April 12, 2010 Leave a comment

By Sheila Orysiek

SAN DIEGO — One of the unique aspects of dance among the art forms is that it affords us the opportunity to observe not only its fruition, but also its creation. It willingly lends itself to a public birth: the dancers, the choreographer and the audience all participating in the process. 

John Malashock is a prolific creator of modern dance and periodically invites the public to join him and his dancers for a studio series to observe the actual “on the spot” creative process.  This takes place in their beautiful facility in a building devoted to dance in what was once the San Diego Naval Training Center.  Though the studio is large the setting is intimate; chairs set around the wall – nothing between the audience and the dance.  

Next year, April 2011, the San Diego Museum of Art will host an exhibition “Dreams & Diversions – 250 Years of Japanese Woodblock Prints.”  In the Museum’s Copley Auditorium, Malashock Dance will present “The Floating World” a dance complement to the exhibition. Visual projections are planned in collaboration with filmmaker Tara Knight.

On April 11, 2010, Malashock and seven (the eighth was injured) dancers in practice clothes continued on with the birth of this work which had begun the previous evening – only a few phrases of dance had been choreographed.  The theme is “of a journey” – dancers on tour – after a performance – feeling the exhaustion of body and spirit – and the effort to reconnect the two.  In pairs – man/woman – back to back – sometimes spinning laterally away from one another only to return, but never connecting visually or emotionally.  

The music was a legato violin adagio with the dancers at times working into the music and at times dancing through it.  After adding additional dance phrases and several times running through it from the beginning, it was interesting to watch the dancers incorporate the movement immediately into muscle memory.  Though they could only glimpse one another, their individual internal metronomes began to synchronize.  As the choreographic vision flowed from Malashock to the dancers – they became the repository of his memory. 

Then Malashock began to change the vision of the choreography by breaking it up by gender; men started with the second section while women started with the first original section – the movement coming together with the final section and the dance took on the aspect of a visual fugue.  Another change had the women begin their movement a phrase behind the men.  Further experimentation changed the number of dancers to only two pairs, which narrowed the focus and design from a symphonic palette to a four “voice” aria.  Each change altered the dance considerably, each with its own integrity.

 After the rehearsal/performance, Malashock answered questions from the audience and explained that between these initial creative sessions and the premiere next year, everything was open to change; the music, the choreography, the dancers. 

On the chairs upon which we sat were cards with some of Malashock’s perceptions of his work:

“For me, the music that I choose to choreograph to is one of the most important decisions because it is so integral in shaping the movement I create.”

“Fact:  The music you will hear tonight might not be used in “The Floating World” production.  By changing the music, your reaction to the piece will inevitably change as well.”

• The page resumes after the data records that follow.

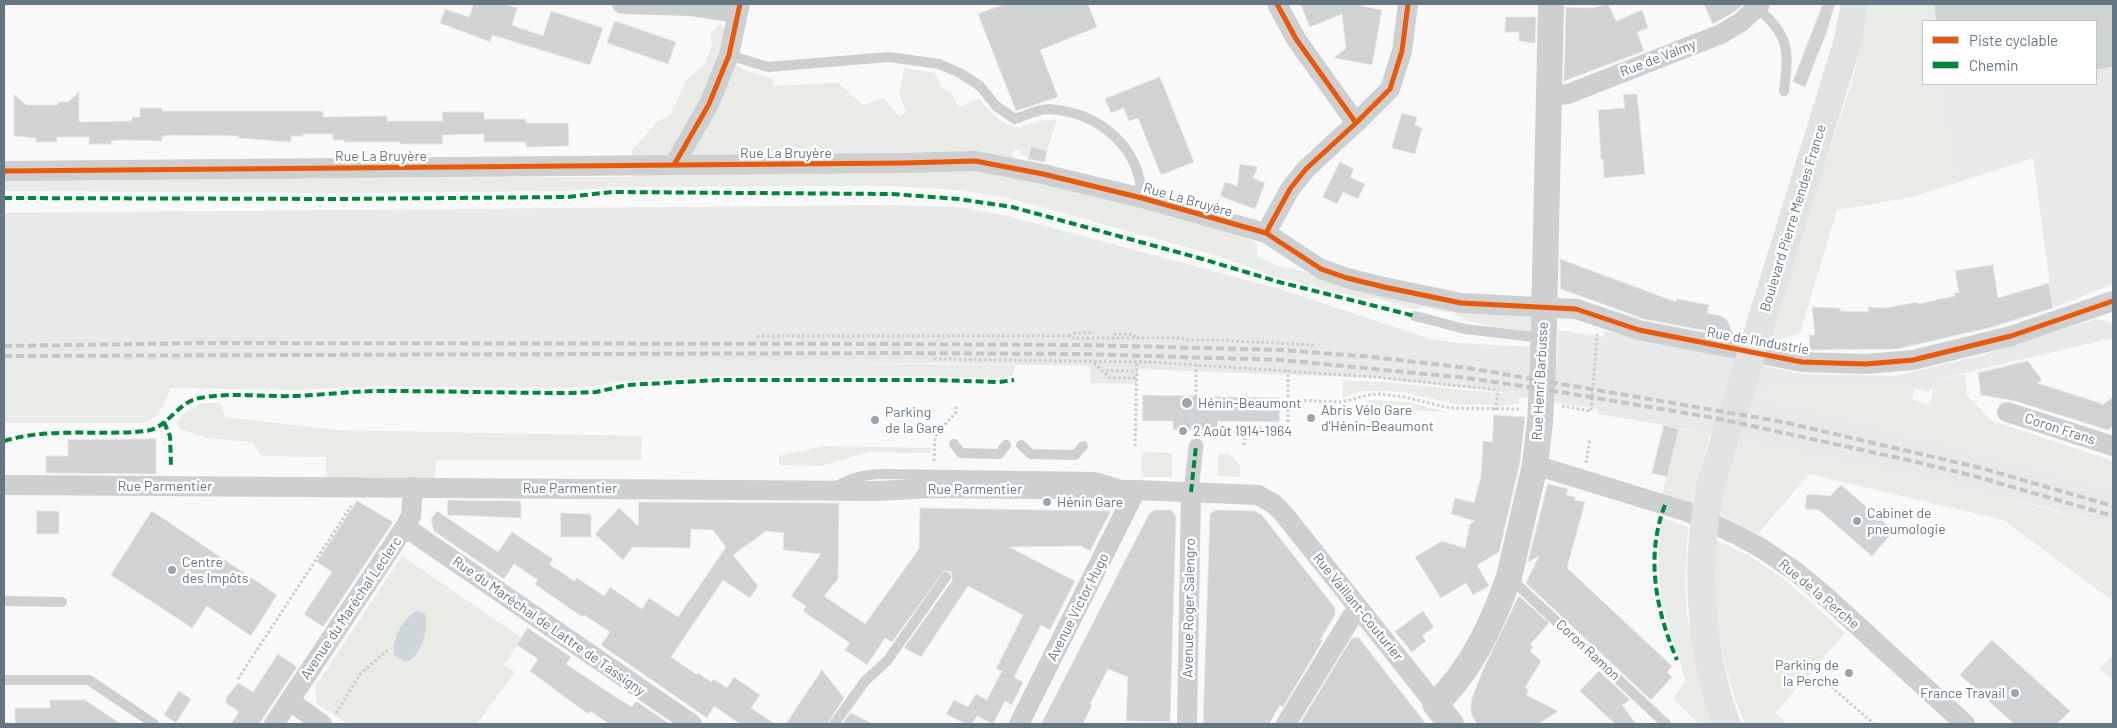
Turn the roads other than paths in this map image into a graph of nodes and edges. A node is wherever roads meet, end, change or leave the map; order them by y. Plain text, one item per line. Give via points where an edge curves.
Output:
1 (622, 4) edge
2 (1277, 4) edge
3 (1408, 4) edge
4 (1551, 4) edge
5 (1856, 4) edge
6 (1759, 6) edge
7 (739, 8) edge
8 (729, 55) junction
9 (1784, 91) dead end
10 (1548, 96) junction
11 (1356, 123) junction
12 (674, 165) junction
13 (4, 170) edge
14 (1142, 198) junction
15 (1266, 233) junction
16 (2113, 301) edge
17 (1544, 308) junction
18 (1415, 316) dead end
19 (1544, 338) junction
20 (2007, 412) dead end
21 (954, 444) dead end
22 (1006, 445) dead end
23 (1021, 445) dead end
24 (1083, 446) dead end
25 (1196, 446) dead end
26 (2113, 446) edge
27 (1535, 465) junction
28 (4, 485) edge
29 (413, 487) junction
30 (1136, 490) junction
31 (1191, 492) junction
32 (1258, 495) joint
33 (405, 527) junction
34 (1508, 576) junction
35 (946, 577) dead end
36 (4, 601) edge
37 (62, 602) dead end
38 (1359, 610) junction
39 (4, 680) edge
40 (290, 701) junction
41 (1435, 704) junction
42 (328, 720) edge
43 (154, 724) edge
44 (274, 724) edge
45 (692, 724) edge
46 (834, 724) edge
47 (1019, 724) edge
48 (1187, 724) edge
49 (1286, 724) edge
50 (1452, 724) edge
51 (1666, 724) edge
52 (1727, 724) edge
53 (1965, 724) edge

1 - 7 street
2 - 11 street via 1296,39
3 - 11 street via 1402,51 1390,89
4 - 10 street, Rue Henri Barbusse
5 - 52 main road, Boulevard Pierre Mendes France via 1847,44 1726,431 1706,508 1700,584 1704,626 1714,682
6 - 9 lane via 1786,45 1788,61
6 - 10 street, Rue de Valmy via 1721,34 1568,94
7 - 8 street
8 - 12 street via 709,104
8 - 14 lane via 768,67 889,57 939,64 980,86 996,106 1015,119 1047,109 1096,122 1115,134 1140,175
10 - 17 street, Rue Henri Barbusse
11 - 15 street via 1306,169
12 - 13 street, Rue La Bruyère
12 - 14 street, Rue La Bruyère via 975,161
14 - 15 street, Rue La Bruyère
15 - 17 street, Rue La Bruyère via 1308,262 1347,278 1462,303
16 - 17 street, Rue de l'Industrie via 2011,336 1913,360 1866,364 1791,360 1639,330 1576,310
17 - 19 street, Rue Henri Barbusse
18 - 19 lane via 1480,331
19 - 27 street, Rue Henri Barbusse via 1548,408
20 - 26 street, Coron Frans
21 - 22 lane via 961,453 999,454
23 - 24 lane via 1031,454 1075,455
25 - 31 street
27 - 34 street, Rue Henri Barbusse
27 - 53 street, Rue de la Perche via 1688,512 1761,548 1824,595
28 - 29 street, Rue Parmentier
29 - 30 street, Rue Parmentier
29 - 33 street, Avenue du Maréchal Leclerc via 411,516
30 - 31 street, Rue Parmentier
30 - 47 street, Avenue Victor Hugo
31 - 32 street, Rue Parmentier
31 - 48 street, Avenue Roger Salengro
32 - 38 street, Rue Vaillant-Couturier via 1283,513
33 - 40 street, Avenue du Maréchal Leclerc
33 - 45 street, Rue du Maréchal de Lattre de Tassigny
34 - 41 street, Rue Henri Barbusse via 1492,619 1464,670
34 - 51 lane, Coron Ramon
35 - 46 lane via 887,661 864,681
36 - 37 lane
38 - 41 street, Rue Vaillant-Couturier
38 - 49 street via 1352,616
39 - 43 lane via 89,680
40 - 42 street
40 - 44 street, Avenue du Maréchal Leclerc
41 - 50 street, Rue Vaillant-Couturier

“I have a ‘style’ of choreography or movement vocabulary, but I am always trying to expand that vocabulary to create something unique to the project I am working on.”

“Fact: Dancers and staff often nickname certain signature moves, creating a vocabulary unique to Malashock Dance.  Here are some examples:  The Drunken Elephant, Shot in the Back, Find the Hold, Kill the Bug, and Icky Creepy.”

“Research of a new work’s subject matter plays a subtle, but important, role.  The information sits in the back of the brain and is drawn upon subconsciously.”

“Fact:  I have traveled to Japan several times and have traveled extensively throughout California.  Those travels and my performance touring experiences will definitely be in my mind as I choreograph.”

A further “on the spot” studio view of this work in progress is scheduled for May 15-16, 2010.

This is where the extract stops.